─── Data ───

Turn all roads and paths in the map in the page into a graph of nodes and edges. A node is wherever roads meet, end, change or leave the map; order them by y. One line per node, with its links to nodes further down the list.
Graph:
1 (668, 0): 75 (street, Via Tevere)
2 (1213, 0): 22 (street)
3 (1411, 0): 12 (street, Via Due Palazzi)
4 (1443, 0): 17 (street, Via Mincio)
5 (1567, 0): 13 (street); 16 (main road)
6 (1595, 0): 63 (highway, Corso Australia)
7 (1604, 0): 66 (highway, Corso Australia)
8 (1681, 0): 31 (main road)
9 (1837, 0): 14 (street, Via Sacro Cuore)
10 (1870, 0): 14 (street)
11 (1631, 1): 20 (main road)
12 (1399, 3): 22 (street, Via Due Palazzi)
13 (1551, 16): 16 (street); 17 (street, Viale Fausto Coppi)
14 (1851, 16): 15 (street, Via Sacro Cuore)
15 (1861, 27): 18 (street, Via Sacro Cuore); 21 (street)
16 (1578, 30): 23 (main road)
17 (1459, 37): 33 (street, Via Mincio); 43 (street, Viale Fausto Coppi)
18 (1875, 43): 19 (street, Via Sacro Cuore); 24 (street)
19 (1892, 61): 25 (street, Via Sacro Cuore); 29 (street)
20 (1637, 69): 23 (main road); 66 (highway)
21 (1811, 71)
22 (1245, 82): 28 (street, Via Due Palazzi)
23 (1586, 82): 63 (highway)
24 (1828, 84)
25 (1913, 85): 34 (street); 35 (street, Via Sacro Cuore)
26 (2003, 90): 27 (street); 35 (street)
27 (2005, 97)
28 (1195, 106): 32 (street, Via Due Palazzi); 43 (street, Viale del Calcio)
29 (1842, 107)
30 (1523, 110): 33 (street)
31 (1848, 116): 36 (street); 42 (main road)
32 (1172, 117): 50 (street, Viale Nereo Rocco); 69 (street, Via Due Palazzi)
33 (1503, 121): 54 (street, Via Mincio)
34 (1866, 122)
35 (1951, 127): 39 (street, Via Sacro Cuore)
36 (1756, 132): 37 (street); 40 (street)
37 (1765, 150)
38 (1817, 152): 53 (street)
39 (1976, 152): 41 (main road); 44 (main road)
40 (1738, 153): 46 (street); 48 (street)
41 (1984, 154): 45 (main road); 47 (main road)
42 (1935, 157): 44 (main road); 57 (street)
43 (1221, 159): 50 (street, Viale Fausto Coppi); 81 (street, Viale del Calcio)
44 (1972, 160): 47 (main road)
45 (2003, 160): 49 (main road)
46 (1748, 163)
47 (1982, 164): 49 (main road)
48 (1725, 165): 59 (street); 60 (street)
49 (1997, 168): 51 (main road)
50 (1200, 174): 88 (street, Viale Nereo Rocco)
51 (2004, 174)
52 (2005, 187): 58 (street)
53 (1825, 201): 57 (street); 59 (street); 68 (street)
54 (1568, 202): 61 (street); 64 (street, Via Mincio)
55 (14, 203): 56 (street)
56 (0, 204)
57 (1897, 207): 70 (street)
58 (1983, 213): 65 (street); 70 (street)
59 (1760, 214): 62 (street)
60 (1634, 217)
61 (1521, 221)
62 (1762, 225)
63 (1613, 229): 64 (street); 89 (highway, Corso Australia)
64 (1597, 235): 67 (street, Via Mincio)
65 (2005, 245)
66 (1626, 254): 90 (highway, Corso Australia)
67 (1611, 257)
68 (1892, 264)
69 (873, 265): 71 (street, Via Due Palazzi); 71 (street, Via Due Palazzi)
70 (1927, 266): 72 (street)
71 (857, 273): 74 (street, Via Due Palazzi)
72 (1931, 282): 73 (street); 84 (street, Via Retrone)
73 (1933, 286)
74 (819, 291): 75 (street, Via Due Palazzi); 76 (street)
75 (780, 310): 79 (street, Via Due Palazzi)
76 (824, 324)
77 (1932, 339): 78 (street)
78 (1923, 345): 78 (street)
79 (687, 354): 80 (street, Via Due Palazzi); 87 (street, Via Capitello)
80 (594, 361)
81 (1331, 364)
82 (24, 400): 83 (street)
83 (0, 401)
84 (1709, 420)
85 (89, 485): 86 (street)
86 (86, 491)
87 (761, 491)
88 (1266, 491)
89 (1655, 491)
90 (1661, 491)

───

### Problem
The records above should all be quoted exactly, please.

### Output of the task
Turn all roads and paths in the map in the page into a graph of nodes and edges. A node is wherever roads meet, end, change or leave the map; order them by y. One line per node, with its links to nodes further down the list.
Graph:
1 (668, 0): 75 (street, Via Tevere)
2 (1213, 0): 22 (street)
3 (1411, 0): 12 (street, Via Due Palazzi)
4 (1443, 0): 17 (street, Via Mincio)
5 (1567, 0): 13 (street); 16 (main road)
6 (1595, 0): 63 (highway, Corso Australia)
7 (1604, 0): 66 (highway, Corso Australia)
8 (1681, 0): 31 (main road)
9 (1837, 0): 14 (street, Via Sacro Cuore)
10 (1870, 0): 14 (street)
11 (1631, 1): 20 (main road)
12 (1399, 3): 22 (street, Via Due Palazzi)
13 (1551, 16): 16 (street); 17 (street, Viale Fausto Coppi)
14 (1851, 16): 15 (street, Via Sacro Cuore)
15 (1861, 27): 18 (street, Via Sacro Cuore); 21 (street)
16 (1578, 30): 23 (main road)
17 (1459, 37): 33 (street, Via Mincio); 43 (street, Viale Fausto Coppi)
18 (1875, 43): 19 (street, Via Sacro Cuore); 24 (street)
19 (1892, 61): 25 (street, Via Sacro Cuore); 29 (street)
20 (1637, 69): 23 (main road); 66 (highway)
21 (1811, 71)
22 (1245, 82): 28 (street, Via Due Palazzi)
23 (1586, 82): 63 (highway)
24 (1828, 84)
25 (1913, 85): 34 (street); 35 (street, Via Sacro Cuore)
26 (2003, 90): 27 (street); 35 (street)
27 (2005, 97)
28 (1195, 106): 32 (street, Via Due Palazzi); 43 (street, Viale del Calcio)
29 (1842, 107)
30 (1523, 110): 33 (street)
31 (1848, 116): 36 (street); 42 (main road)
32 (1172, 117): 50 (street, Viale Nereo Rocco); 69 (street, Via Due Palazzi)
33 (1503, 121): 54 (street, Via Mincio)
34 (1866, 122)
35 (1951, 127): 39 (street, Via Sacro Cuore)
36 (1756, 132): 37 (street); 40 (street)
37 (1765, 150)
38 (1817, 152): 53 (street)
39 (1976, 152): 41 (main road); 44 (main road)
40 (1738, 153): 46 (street); 48 (street)
41 (1984, 154): 45 (main road); 47 (main road)
42 (1935, 157): 44 (main road); 57 (street)
43 (1221, 159): 50 (street, Viale Fausto Coppi); 81 (street, Viale del Calcio)
44 (1972, 160): 47 (main road)
45 (2003, 160): 49 (main road)
46 (1748, 163)
47 (1982, 164): 49 (main road)
48 (1725, 165): 59 (street); 60 (street)
49 (1997, 168): 51 (main road)
50 (1200, 174): 88 (street, Viale Nereo Rocco)
51 (2004, 174)
52 (2005, 187): 58 (street)
53 (1825, 201): 57 (street); 59 (street); 68 (street)
54 (1568, 202): 61 (street); 64 (street, Via Mincio)
55 (14, 203): 56 (street)
56 (0, 204)
57 (1897, 207): 70 (street)
58 (1983, 213): 65 (street); 70 (street)
59 (1760, 214): 62 (street)
60 (1634, 217)
61 (1521, 221)
62 (1762, 225)
63 (1613, 229): 64 (street); 89 (highway, Corso Australia)
64 (1597, 235): 67 (street, Via Mincio)
65 (2005, 245)
66 (1626, 254): 90 (highway, Corso Australia)
67 (1611, 257)
68 (1892, 264)
69 (873, 265): 71 (street, Via Due Palazzi); 71 (street, Via Due Palazzi)
70 (1927, 266): 72 (street)
71 (857, 273): 74 (street, Via Due Palazzi)
72 (1931, 282): 73 (street); 84 (street, Via Retrone)
73 (1933, 286)
74 (819, 291): 75 (street, Via Due Palazzi); 76 (street)
75 (780, 310): 79 (street, Via Due Palazzi)
76 (824, 324)
77 (1932, 339): 78 (street)
78 (1923, 345): 78 (street)
79 (687, 354): 80 (street, Via Due Palazzi); 87 (street, Via Capitello)
80 (594, 361)
81 (1331, 364)
82 (24, 400): 83 (street)
83 (0, 401)
84 (1709, 420)
85 (89, 485): 86 (street)
86 (86, 491)
87 (761, 491)
88 (1266, 491)
89 (1655, 491)
90 (1661, 491)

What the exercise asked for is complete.